Carenza energetica nello sport: l’Università di Torino ne indaga le conseguenze
Sono partiti nel 2016 i lavori della Commissione Regionale Piemonte Pari Opportunità per indagare i Disturbi del Comportamento Alimentare: anoressia, bulimia disturbo da binge eating solo per citare i più conosciuti.
Il fenomeno ha delle conseguenze molto importanti sia per coloro che soffrono di questi disturbi, sia per le famiglie.
Se non curati, i disturbi alimentari possono portare a conseguenze anche molto gravi, fino ad arrivare alla morte: è la seconda causa di morte dopo gli incidenti stradali per le giovani ragazze ma è un fenomeno in aumento anche nella popolazione maschile; si parla di percentuali che si aggirano intorno al 15%.

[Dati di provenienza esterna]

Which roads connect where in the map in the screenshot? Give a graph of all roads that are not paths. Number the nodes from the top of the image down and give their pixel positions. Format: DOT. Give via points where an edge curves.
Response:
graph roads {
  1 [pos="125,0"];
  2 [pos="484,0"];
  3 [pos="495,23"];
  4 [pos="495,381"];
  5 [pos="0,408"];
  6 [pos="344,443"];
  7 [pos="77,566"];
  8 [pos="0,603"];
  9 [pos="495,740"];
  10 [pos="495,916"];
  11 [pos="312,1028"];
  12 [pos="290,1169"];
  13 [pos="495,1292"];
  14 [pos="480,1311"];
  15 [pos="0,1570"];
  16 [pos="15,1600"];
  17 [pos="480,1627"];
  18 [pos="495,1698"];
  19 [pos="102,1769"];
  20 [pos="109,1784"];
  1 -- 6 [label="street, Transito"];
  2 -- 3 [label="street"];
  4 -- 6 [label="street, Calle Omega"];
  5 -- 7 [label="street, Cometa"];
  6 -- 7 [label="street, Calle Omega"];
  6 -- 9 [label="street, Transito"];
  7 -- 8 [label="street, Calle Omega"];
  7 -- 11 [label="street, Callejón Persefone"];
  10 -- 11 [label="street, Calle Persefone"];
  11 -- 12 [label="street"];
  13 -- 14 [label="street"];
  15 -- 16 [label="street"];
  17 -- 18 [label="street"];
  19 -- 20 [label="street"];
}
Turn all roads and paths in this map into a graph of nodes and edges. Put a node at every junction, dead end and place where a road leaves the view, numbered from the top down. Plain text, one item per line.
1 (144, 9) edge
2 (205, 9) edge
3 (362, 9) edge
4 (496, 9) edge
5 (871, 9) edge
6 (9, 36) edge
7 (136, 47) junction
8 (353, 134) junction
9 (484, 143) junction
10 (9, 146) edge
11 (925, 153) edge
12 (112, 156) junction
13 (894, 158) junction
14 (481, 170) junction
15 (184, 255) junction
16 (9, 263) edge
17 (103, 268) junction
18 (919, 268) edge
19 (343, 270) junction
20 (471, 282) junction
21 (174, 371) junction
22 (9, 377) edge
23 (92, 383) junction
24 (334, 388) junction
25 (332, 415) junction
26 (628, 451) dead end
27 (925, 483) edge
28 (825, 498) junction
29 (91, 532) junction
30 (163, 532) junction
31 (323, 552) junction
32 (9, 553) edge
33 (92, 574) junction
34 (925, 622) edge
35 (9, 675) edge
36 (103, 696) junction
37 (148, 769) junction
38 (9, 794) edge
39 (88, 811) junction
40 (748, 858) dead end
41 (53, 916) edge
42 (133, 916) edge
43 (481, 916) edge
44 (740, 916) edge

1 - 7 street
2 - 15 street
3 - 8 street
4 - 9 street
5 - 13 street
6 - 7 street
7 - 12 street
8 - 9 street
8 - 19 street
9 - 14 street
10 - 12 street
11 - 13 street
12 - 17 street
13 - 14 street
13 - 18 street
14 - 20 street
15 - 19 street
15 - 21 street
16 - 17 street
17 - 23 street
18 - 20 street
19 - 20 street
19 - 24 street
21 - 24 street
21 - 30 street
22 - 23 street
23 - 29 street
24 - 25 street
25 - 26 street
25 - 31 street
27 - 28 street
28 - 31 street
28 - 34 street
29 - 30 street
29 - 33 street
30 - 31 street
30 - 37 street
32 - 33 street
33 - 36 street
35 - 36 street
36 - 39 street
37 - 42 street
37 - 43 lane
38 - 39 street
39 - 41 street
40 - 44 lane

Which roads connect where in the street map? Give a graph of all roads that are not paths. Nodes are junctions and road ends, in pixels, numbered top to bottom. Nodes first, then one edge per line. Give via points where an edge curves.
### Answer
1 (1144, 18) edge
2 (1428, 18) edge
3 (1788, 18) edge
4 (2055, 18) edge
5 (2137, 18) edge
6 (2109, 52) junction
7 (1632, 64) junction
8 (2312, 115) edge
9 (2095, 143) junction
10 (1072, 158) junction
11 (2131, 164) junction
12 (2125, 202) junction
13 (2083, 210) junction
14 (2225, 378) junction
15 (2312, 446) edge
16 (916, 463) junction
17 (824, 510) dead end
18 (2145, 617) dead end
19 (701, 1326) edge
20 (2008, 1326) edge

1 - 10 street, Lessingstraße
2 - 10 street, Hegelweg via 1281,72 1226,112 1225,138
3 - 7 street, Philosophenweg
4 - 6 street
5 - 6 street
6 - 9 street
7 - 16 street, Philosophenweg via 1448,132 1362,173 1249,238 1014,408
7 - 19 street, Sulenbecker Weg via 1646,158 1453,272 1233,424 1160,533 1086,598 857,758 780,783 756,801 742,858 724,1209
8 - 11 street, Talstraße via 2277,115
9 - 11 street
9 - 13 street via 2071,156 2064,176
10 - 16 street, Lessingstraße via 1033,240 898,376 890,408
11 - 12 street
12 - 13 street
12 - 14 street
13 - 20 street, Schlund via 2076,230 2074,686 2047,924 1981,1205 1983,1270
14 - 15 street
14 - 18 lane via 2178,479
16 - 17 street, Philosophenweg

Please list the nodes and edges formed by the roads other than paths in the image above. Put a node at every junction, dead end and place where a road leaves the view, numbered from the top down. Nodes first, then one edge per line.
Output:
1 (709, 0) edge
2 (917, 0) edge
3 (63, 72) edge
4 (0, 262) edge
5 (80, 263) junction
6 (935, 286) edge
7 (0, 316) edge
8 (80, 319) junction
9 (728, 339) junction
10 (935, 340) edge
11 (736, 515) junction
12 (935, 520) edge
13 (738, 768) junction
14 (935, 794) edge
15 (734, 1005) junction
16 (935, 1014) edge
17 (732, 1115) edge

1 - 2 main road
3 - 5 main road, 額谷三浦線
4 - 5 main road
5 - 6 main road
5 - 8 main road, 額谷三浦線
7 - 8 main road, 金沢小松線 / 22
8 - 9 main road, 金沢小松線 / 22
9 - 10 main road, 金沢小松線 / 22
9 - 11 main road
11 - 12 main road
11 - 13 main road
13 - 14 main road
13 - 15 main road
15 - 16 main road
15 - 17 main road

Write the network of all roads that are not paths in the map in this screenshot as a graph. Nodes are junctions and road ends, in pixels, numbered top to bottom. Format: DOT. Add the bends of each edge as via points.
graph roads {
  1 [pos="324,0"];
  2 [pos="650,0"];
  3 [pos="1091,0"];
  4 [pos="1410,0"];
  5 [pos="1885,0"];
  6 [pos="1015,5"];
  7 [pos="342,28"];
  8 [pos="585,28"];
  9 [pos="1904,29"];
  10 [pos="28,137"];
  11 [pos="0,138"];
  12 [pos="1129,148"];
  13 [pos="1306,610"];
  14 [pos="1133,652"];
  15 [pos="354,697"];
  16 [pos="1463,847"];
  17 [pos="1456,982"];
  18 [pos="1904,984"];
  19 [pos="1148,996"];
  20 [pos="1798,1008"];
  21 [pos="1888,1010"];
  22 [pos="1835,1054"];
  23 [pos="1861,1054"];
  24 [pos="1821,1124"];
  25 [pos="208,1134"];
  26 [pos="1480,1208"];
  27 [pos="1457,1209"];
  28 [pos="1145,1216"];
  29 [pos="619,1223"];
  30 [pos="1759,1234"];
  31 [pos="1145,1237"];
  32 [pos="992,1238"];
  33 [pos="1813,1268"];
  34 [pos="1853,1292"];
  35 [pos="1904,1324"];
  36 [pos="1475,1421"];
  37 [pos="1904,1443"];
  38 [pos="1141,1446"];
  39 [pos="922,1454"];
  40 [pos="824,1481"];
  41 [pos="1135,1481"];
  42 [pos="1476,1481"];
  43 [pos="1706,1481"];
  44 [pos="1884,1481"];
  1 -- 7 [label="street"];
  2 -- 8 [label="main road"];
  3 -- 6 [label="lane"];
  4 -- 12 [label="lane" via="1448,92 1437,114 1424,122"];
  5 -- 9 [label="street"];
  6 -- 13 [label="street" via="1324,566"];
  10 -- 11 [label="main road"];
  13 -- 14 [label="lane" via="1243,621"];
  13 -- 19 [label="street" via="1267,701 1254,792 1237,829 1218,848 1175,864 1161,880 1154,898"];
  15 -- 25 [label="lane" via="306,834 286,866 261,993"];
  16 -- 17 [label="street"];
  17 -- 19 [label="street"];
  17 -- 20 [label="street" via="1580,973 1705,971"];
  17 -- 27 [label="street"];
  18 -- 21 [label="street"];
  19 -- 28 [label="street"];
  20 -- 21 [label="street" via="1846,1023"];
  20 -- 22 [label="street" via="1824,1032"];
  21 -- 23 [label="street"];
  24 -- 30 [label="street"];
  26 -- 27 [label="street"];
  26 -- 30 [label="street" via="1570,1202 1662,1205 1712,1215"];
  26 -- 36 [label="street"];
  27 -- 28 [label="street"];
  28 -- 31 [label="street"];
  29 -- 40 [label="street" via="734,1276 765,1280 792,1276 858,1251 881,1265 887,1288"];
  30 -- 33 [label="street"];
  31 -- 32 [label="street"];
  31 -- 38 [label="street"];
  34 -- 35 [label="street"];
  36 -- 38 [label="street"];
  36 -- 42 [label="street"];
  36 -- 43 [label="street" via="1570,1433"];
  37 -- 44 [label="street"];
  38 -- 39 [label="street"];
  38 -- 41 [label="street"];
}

Disturbi alimentari: i convegni della Commissione Regionale Piemonte
Per informare e sensibilizzare in merito al fenomeno dei disturbi alimentari negli adolescenti e non solo, la Commissione ha avviato una serie di convegni ed incontri in collaborazione con l’Ordine dei Medici, i primi operatori che spesso vengono in contatto con i pazienti e che possono segnalare ed intervenire nel percorso di cura.
Disturbi alimentari e sport
Gli interventi della Commissione si sono svolti soprattutto nelle scuole e si sono affrontati diversi argomenti, tra cui il legame tra disturbi alimentari e sport.
Se l’attività fisica è da sempre correlata al concetto di benessere bisogna prestare molta attenzione all’attività sportiva in un contesto di patologia.
Chi soffre di disturbi alimentari infatti, spesso continua a perpetrare comportamenti sbagliati nell’ottica di alleggerirsi e risultare così più abili nel raggiungimento di performance sportive.
Le carenze nutrizionali, correlate all’attività sportiva eccessiva, possono portare a gravi danni a livello di tessuti ed apparati.
Già a partire dai 18-20 anni i “fattori di crescita” tendono fisiologicamente a ridursi, per poi decrescere più nettamente dai 25 e ancor più dai 35, per processi dipendenti dall’età.
La sottonutrizione e la carenza energetica inibiscono i “fattori di crescita” e possono bloccare la funzione ovarica (amenorrea), determinando una perdita che non solo costituisce la premessa per l’osteoporosi postmenopausale, ma anche provocarla in anni giovanili.